Injury Free Running
A clinically grounded course for therapists working with runners
Running injuries are rarely as simple as “bad form,” weak muscles, or the wrong shoes. More often, they develop when training load, tissue capacity, recovery, and movement demands fall out of balance.
Injury Free Running, presented by Stephanie Hnatiuk, gives therapists a practical framework for understanding why running injuries occur, how to identify the key contributing factors, and how to support runners with safer, more sustainable training strategies.
This Course Includes
• Video tutorials presented by Stephanie Hnatiuk
• A structured clinical companion course
• Course workbook and learning materials
• Final exam and certificate of completion
What You’ll Learn
This course moves beyond symptom-based treatment and teaches a more complete clinical model based on load, capacity, recovery, and adaptation. You’ll explore how training errors, spikes in volume or intensity, inadequate recovery, and movement-control factors can contribute to common running injuries.
The course also covers strength training, return-to-running progression, programming considerations, and long-term injury prevention strategies — all presented in a practical, therapist-friendly way.
Load & Capacity
Understand how running injuries develop when training demand exceeds tissue tolerance.
Running Mechanics
Assess movement patterns without falling into simplistic “perfect form” models.
Strength & Recovery
Use strength work and recovery strategies to support adaptation and resilience.
Clinical Progression
Guide runners safely back to training with better programming decisions.
Who This Course Is For
This course is ideal for massage therapists, manual therapists, physiotherapists, athletic trainers, rehabilitation professionals, strength coaches, and other practitioners who work with runners or active clients.
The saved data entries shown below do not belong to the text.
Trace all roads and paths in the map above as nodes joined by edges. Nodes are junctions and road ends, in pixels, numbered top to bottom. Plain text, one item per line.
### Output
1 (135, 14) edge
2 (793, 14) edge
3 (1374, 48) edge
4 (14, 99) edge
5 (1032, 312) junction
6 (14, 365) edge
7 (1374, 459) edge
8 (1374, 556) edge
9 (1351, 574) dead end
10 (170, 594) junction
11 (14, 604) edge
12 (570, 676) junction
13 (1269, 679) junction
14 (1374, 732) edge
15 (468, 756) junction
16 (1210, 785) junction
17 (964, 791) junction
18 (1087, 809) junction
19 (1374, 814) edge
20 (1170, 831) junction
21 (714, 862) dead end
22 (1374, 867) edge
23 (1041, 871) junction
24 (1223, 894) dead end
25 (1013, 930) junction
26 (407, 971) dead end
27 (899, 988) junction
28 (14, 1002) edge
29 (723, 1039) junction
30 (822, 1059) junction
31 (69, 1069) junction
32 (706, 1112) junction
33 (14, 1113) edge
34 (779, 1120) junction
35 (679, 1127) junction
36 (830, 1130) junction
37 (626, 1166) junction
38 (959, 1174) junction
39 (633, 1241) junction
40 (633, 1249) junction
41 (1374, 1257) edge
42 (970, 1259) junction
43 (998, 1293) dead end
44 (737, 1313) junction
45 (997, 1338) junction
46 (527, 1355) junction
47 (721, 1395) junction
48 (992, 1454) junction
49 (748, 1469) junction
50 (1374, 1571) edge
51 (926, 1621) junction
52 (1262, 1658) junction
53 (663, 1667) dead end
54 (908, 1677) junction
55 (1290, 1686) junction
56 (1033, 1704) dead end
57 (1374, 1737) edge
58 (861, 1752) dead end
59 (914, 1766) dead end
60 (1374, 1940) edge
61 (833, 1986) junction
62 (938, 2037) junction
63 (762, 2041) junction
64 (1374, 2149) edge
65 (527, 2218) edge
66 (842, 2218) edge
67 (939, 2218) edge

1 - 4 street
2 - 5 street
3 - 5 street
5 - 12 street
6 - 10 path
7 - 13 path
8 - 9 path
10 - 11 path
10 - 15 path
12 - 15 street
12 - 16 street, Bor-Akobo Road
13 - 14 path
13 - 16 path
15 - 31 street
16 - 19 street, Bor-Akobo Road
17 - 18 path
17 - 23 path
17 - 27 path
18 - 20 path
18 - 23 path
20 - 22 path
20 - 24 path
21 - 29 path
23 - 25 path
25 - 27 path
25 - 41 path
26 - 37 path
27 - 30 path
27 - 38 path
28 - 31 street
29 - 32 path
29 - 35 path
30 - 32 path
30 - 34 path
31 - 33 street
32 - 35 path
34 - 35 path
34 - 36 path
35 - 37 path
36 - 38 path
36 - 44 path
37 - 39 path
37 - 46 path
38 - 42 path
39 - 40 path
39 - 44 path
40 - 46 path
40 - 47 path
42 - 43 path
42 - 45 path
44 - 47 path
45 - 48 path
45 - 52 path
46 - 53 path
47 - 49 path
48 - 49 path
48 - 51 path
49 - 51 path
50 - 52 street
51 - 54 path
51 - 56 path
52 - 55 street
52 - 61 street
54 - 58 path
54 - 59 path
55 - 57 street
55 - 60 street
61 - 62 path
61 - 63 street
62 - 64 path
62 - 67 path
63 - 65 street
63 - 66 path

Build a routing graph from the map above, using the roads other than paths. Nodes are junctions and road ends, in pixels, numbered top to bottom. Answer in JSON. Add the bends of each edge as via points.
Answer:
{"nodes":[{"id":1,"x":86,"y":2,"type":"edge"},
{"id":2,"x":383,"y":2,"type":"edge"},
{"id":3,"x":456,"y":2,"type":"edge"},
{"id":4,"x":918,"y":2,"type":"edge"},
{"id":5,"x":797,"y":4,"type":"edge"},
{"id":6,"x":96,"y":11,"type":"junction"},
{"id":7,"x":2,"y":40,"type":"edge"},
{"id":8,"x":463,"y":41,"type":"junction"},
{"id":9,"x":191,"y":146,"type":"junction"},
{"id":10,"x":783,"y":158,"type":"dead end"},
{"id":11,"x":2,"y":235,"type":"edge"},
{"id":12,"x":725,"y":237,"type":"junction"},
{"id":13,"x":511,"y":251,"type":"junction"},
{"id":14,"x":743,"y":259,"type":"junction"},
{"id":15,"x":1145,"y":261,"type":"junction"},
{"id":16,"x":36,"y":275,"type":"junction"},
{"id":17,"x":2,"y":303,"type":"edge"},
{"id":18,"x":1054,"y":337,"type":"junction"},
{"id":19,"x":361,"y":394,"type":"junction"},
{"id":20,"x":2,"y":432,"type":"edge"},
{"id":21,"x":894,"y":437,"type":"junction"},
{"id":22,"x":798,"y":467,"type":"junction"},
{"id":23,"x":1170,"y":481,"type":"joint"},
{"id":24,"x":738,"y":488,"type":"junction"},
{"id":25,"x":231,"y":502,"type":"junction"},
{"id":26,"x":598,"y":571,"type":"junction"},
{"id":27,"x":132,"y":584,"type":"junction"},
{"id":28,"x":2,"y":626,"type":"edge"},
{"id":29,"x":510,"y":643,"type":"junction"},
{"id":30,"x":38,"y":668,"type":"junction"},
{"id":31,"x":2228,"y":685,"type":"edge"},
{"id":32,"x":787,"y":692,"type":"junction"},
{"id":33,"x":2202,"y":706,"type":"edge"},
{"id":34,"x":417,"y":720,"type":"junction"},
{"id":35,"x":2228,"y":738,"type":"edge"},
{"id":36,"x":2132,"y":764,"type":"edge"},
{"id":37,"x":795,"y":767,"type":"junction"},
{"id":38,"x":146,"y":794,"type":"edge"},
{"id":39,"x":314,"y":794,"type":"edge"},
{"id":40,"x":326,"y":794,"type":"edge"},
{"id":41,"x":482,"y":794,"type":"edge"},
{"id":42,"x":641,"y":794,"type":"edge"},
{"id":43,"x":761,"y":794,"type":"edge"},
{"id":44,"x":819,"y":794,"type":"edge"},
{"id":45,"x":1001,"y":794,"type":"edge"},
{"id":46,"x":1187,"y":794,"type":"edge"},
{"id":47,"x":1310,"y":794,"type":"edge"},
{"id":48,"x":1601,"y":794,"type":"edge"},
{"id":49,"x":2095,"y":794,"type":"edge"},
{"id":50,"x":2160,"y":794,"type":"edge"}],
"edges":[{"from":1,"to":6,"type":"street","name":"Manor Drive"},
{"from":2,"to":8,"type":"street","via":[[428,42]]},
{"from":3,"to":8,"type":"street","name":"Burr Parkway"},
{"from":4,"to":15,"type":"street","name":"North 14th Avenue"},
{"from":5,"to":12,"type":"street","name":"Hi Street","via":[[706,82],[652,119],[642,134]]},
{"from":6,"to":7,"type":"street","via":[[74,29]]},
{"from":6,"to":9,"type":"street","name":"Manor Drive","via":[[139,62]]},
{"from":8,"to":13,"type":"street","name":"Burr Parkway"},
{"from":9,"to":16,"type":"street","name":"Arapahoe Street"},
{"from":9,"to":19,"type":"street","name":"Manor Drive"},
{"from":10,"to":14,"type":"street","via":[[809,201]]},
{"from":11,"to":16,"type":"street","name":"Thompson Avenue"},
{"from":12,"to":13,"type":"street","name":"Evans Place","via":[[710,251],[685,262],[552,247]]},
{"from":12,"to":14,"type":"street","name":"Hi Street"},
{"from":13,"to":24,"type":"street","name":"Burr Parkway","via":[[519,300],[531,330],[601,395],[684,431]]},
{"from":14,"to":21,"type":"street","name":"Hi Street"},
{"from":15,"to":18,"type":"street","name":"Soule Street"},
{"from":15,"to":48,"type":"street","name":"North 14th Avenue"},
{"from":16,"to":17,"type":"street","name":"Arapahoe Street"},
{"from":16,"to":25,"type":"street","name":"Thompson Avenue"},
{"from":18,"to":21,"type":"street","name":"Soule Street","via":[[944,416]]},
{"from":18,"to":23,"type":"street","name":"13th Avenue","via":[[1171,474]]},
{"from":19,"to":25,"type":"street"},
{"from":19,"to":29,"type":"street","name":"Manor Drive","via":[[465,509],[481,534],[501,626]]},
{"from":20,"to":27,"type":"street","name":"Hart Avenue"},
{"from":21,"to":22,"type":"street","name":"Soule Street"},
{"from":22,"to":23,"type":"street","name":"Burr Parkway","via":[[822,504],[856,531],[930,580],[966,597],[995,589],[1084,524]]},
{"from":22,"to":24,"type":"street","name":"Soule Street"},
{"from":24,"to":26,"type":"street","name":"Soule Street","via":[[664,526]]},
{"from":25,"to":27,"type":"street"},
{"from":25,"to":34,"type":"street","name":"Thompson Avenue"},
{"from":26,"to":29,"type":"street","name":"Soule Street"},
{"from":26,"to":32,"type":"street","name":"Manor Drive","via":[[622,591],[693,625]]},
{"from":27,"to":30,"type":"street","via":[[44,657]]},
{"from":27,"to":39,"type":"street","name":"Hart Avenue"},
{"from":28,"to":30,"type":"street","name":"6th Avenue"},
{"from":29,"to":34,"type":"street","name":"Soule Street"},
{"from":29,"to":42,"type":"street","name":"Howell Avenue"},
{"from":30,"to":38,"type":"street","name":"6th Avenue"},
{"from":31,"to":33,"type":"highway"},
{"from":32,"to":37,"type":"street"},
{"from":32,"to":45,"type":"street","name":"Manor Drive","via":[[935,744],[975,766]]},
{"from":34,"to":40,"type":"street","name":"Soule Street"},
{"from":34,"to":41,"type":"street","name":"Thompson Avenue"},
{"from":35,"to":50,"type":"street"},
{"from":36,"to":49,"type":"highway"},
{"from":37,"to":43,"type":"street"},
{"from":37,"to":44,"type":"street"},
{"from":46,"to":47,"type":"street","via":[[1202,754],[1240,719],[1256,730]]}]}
It is especially useful for therapists who want to better understand recurring running injuries, improve their clinical reasoning, and support clients with more effective long-term injury prevention strategies.
Key Takeaway
Injury-free running is not about finding one perfect technique or one magic exercise. It is about helping runners manage load, build capacity, recover well, and progress intelligently.
About Stephanie Hnatiuk
Stephanie Hnatiuk is an Exercise Physiologist, Sports Nutritionist, and educator with a strong clinical focus on running performance, injury prevention, and long-term athlete health. Her teaching combines practical coaching insight with evidence-informed rehabilitation principles, making complex topics clear and immediately usable for therapists.
Course Outcome
By the end of this course, you’ll have a clearer, more practical framework for working with runners — one that helps you move beyond short-term symptom relief and toward sustainable, clinically reasoned injury prevention.